Beth Rosen Sheidley is a licensed genetic counselor with over 25 years of experience in clinical genetic counseling, research and teaching. Her areas of expertise include epilepsy, autism, psychiatric illness and both prenatal and pediatric genetic counseling.  As Co-Director of the Epilepsy Genetics Program, Beth is involved in all aspects of program planning and development.

Beth provides genetic counseling to families seen in our Epilepsy Genetics Clinical Consultation Program, supervises the genetic counseling and clinic/clinical research staff, oversees the implementation of our research efforts, and coordinates our involvement in several collaborative research projects. She is a founding member and Co-Chair of EpiGC, an international network of genetic counselors who specialize in epilepsy genetics and who are dedicated to the education of both providers and families.  Beth also serves on the Epilepsy Foundation’s Professional Advisory Board, and is the Co-Editor of genetics content for the Epilepsy Foundation’s website, https://www.epilepsy.com.​

Beth received her BS degree from Cornell University in 1990 and her MS in Genetic Counseling from Brandeis University in 1994.  She joined the Department of Neurology at Boston Children’s Hospital in 2010.  In addition to her role in the Epilepsy Genetics Program, Beth is a member of the Advisory Board for the Brandeis University Genetic Counseling Graduate Program, where she served as Professor of the Practice/Co-Director of Research and Professional Development from 2005 through June of 2014.

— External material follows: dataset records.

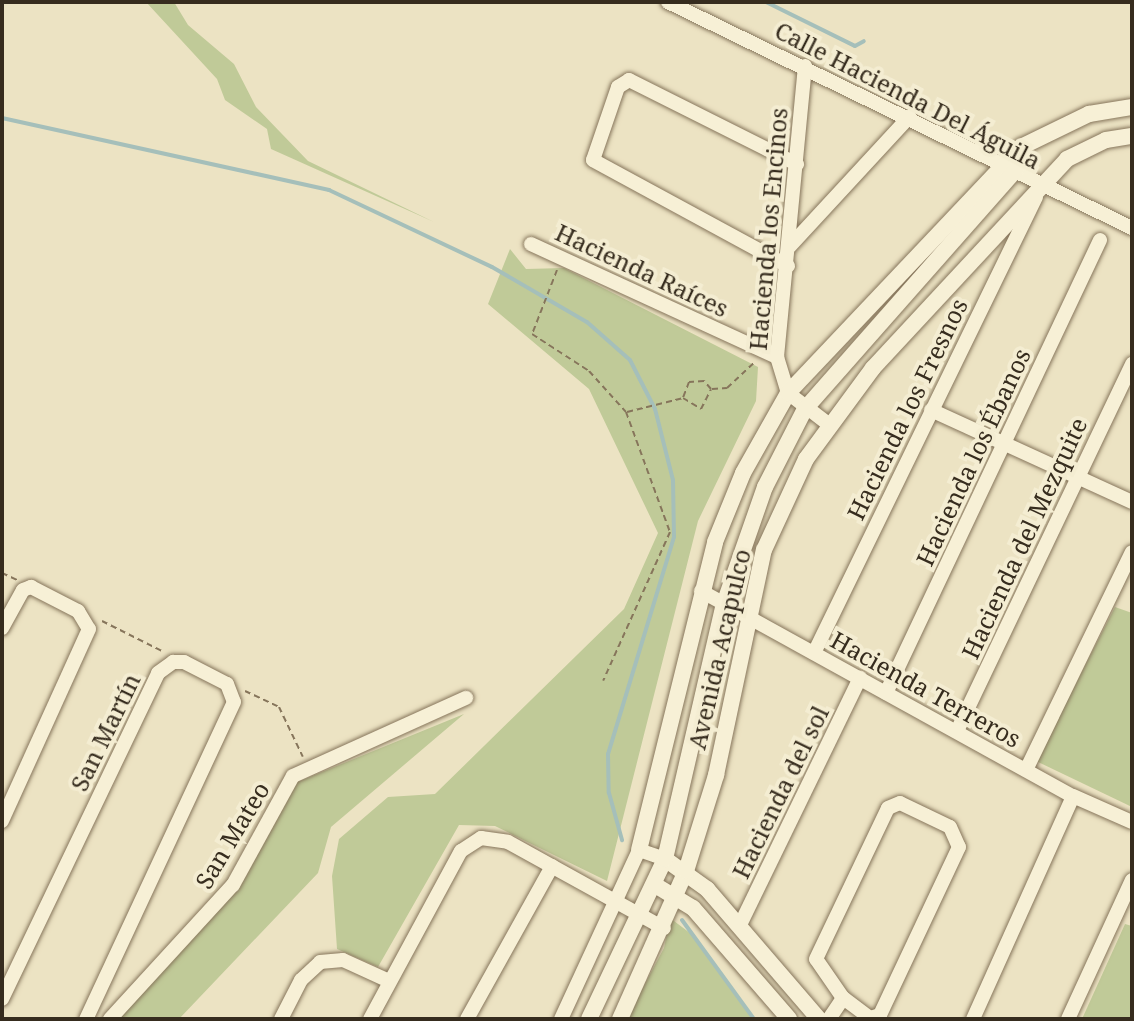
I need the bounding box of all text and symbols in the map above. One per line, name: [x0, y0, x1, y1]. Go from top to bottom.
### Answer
street label: Calle Hacienda Del Águila: [770, 15, 1046, 175]
street label: Hacienda los Encinos: [743, 107, 793, 351]
street label: Hacienda Raíces: [551, 217, 733, 323]
street label: Hacienda los Fresnos: [841, 294, 973, 524]
street label: Hacienda los Ébanos: [910, 344, 1036, 570]
street label: Hacienda del Mezquite: [955, 413, 1093, 663]
street label: Avenida Acapulco: [682, 546, 756, 752]
street label: Hacienda Terreros: [826, 625, 1026, 753]
street label: San Martín: [64, 669, 146, 795]
street label: Hacienda del sol: [726, 701, 834, 883]
street label: San Mateo: [189, 776, 275, 894]

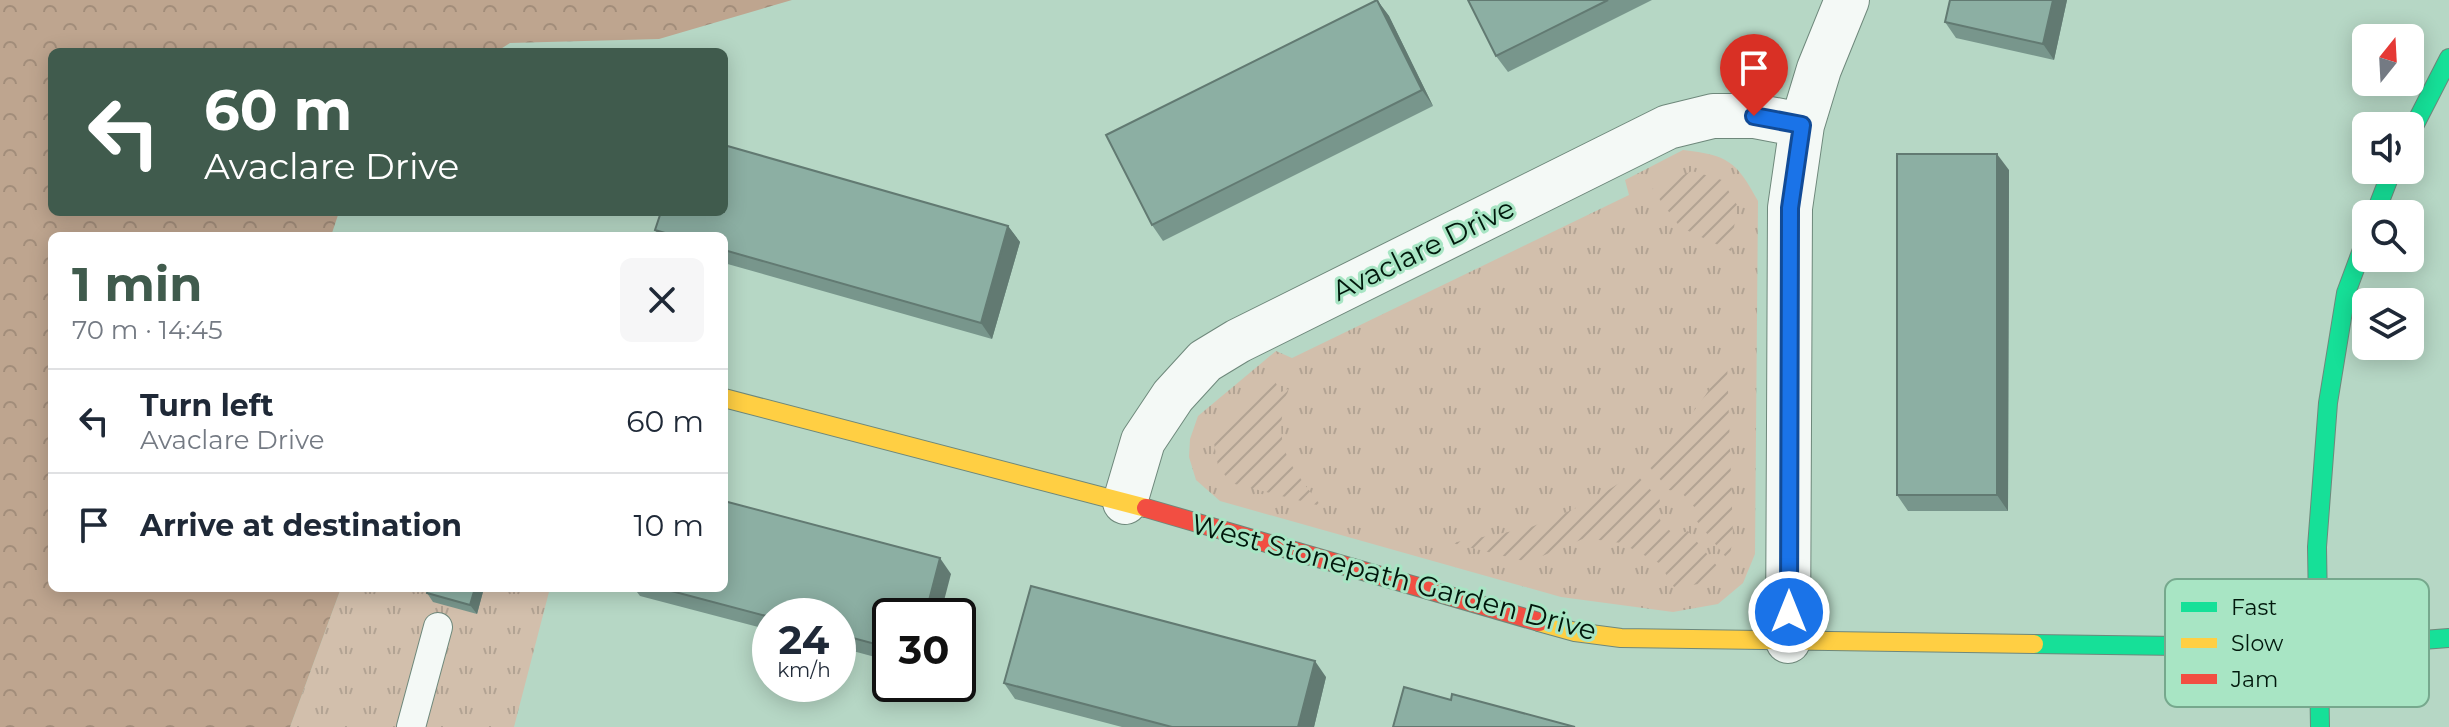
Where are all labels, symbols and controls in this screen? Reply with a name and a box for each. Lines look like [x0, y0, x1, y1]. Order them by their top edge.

Dr. Olson is a neurologist and epileptologist at Boston Children’s Hospital with board certification in neurology and special qualification in child neurology.  She has fellowship training in epilepsy and clinical neurophysiology, as well as in neurogenetics, with a focus on epilepsy genetics.  She also has experience and interest in neonatal neurology.  She is an attending physician in the Epilepsy Genetics Program, through which she sees patients for consultations and management of epilepsy.  She sees additional patients for consultation as part of the Brain Development and Genetics Program, and she is an attending physician in the Neonatal Neurology Follow-up Program with a focus on epilepsy and neurogenetics.  Dr. Olson is also Co-director of the CDKL5 Center of Excellence.

Dr. Olson has ongoing related research projects that focus on understanding and determining the underlying genetic causes of epilepsy, including the overlap of inflammatory and genetic mechanisms of epilepsy. She has expertise in both phenotypic and genotypic analysis. She is the local contact for the Rasmussen Encephalitis Research Consortium and neurologist for The Angelman Natural History Study. In 2013, Dr. Olson was selected as the recipient of the Logan Infantile Spasms Award and Research Grant by the Child Neurology Foundation.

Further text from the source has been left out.